A comparison of the distribution of actin and tubulin in the mammalian mitotic spindle as seen by indirect immunofluorescence.
- Author(s): CANDE, W. Zacheus
- Lazarides, E
- McIntosh, J
- et al.
Published Web Locationhttps://doi.org/10.1083/jcb.72.3.552
Rabbit antibodies against actin and tubulin were used in an indirect immunofluorescence study of the structure of the mitotic spindle of PtK1 cells after lysis under conditions that preserve anaphase chromosome movement. During early prophase there is no antiactin staining associated with the mitotic centers, but by late prophase, as the spindle is beginning to form, a small ball of actin antigenicity is found beside the nucleus; After nuclear envelope breakdown, the actiactin stains the region around each mitotic center, and becomes organized into fibers that run between the chromosomes and the poles. Colchicine blocks this organization, but does not disrupt the staining at the poles. At metaphase the antiactin reveals a halo of ill-defined radius around each spindle pole and fibers that run from the poles to the metaphase plate.
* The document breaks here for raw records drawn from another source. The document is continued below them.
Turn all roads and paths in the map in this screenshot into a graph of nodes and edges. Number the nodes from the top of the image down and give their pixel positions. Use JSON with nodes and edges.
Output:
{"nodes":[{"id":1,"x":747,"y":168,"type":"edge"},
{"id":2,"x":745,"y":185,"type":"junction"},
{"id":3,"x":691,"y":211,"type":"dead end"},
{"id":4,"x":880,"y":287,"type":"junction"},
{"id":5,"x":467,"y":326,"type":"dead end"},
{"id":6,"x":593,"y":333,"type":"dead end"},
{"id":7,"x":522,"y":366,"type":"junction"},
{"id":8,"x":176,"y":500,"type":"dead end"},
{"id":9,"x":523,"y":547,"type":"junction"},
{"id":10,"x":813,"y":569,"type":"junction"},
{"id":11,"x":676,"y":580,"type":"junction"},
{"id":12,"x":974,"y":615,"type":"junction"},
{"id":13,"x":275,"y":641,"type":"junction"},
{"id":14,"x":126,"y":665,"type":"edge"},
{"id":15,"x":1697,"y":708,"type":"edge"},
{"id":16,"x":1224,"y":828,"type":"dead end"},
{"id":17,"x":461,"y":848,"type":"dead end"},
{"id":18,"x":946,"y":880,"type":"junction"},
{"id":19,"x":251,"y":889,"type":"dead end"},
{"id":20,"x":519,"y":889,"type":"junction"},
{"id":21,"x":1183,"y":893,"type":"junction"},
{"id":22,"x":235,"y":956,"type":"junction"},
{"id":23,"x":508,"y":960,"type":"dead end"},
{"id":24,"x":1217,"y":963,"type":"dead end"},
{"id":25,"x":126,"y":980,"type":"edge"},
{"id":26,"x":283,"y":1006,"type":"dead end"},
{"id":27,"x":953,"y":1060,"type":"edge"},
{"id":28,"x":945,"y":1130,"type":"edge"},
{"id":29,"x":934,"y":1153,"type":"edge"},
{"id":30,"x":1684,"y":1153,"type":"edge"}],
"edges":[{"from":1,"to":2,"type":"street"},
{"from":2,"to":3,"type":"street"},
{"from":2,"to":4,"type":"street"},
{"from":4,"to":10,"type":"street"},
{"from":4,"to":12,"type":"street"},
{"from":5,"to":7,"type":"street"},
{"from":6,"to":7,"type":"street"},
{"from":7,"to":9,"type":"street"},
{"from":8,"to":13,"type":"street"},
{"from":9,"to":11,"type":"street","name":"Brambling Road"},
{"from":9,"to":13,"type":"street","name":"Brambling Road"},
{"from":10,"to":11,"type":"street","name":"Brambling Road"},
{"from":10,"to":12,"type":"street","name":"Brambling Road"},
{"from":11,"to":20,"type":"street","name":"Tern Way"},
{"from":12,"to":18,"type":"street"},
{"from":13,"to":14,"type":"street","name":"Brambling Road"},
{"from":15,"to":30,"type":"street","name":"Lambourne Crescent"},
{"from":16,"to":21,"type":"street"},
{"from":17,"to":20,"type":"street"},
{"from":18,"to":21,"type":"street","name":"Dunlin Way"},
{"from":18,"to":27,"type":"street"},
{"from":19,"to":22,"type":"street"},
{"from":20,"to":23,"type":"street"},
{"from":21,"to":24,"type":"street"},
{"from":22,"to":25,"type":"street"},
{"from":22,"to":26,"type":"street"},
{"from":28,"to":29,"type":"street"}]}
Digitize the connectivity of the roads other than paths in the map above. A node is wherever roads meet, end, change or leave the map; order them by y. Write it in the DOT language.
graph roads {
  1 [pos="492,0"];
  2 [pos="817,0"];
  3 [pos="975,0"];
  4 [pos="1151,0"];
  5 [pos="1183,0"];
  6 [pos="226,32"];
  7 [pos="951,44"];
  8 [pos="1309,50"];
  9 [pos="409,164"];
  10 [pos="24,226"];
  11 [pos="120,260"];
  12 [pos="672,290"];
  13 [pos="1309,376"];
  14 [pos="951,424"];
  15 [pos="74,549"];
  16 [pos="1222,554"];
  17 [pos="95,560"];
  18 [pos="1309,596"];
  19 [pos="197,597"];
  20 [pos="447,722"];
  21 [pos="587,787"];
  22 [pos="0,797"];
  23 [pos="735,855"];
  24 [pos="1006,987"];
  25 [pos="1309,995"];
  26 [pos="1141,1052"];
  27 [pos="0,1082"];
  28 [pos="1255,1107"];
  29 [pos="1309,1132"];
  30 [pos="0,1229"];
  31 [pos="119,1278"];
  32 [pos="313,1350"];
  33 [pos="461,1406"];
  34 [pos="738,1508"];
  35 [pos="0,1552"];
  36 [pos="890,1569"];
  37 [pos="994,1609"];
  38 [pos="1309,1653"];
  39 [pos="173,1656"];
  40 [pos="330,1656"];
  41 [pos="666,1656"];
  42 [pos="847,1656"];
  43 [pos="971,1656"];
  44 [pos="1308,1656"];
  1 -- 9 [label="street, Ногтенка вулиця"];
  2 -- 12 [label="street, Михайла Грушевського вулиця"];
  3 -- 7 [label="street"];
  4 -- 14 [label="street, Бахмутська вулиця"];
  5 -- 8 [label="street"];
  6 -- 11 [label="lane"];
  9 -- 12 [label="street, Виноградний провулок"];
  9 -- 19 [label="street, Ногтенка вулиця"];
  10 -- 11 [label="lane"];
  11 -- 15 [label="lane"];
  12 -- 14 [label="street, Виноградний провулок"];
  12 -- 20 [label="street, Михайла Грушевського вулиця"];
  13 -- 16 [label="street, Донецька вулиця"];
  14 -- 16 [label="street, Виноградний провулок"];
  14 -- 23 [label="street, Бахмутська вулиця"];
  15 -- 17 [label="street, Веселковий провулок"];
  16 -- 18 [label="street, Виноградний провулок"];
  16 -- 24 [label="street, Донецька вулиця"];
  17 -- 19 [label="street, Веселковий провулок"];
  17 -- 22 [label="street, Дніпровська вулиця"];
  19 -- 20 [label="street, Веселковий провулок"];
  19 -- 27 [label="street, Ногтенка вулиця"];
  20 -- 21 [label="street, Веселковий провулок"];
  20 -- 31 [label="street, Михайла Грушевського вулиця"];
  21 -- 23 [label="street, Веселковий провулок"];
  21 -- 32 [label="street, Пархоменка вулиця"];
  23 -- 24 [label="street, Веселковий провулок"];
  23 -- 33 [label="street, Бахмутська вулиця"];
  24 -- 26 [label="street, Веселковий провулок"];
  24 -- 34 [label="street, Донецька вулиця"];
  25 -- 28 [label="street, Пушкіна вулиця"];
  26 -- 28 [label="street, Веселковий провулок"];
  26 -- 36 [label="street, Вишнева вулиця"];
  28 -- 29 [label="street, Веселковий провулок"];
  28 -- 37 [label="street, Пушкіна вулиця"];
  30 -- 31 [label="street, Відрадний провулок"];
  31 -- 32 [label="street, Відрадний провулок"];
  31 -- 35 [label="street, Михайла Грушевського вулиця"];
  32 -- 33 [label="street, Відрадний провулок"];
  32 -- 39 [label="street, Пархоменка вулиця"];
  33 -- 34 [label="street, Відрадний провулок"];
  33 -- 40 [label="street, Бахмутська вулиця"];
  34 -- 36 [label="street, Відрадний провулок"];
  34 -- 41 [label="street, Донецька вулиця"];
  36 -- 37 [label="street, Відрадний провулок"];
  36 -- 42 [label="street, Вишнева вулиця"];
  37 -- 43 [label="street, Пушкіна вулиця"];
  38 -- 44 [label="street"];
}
Antitubulin shows astral rays, fibers running from chromosomes to poles, and some fibers that run across the metaphase plate. At anaphase, there is a shortening of the antiactin-stained fibers, leaving a zone which is essentially free of actin-staining fluorescence between the separating chromosomes. Antitubulin stains the region between chromosomes and poles, but also reveals substantial fibers running through the zone between separating chromosomes. Cells fixed during cytokinesis show actin in the region of the cleavage furrow, while antitubulin reveals the fibrous spindle remnant that runs between daughter cells. These results suggest that actin is a component of the mammalian mitotic spindle, that the distribution of actin differs from that of tubulin and that the distributions of these two fibrous proteins change in different ways during anaphase.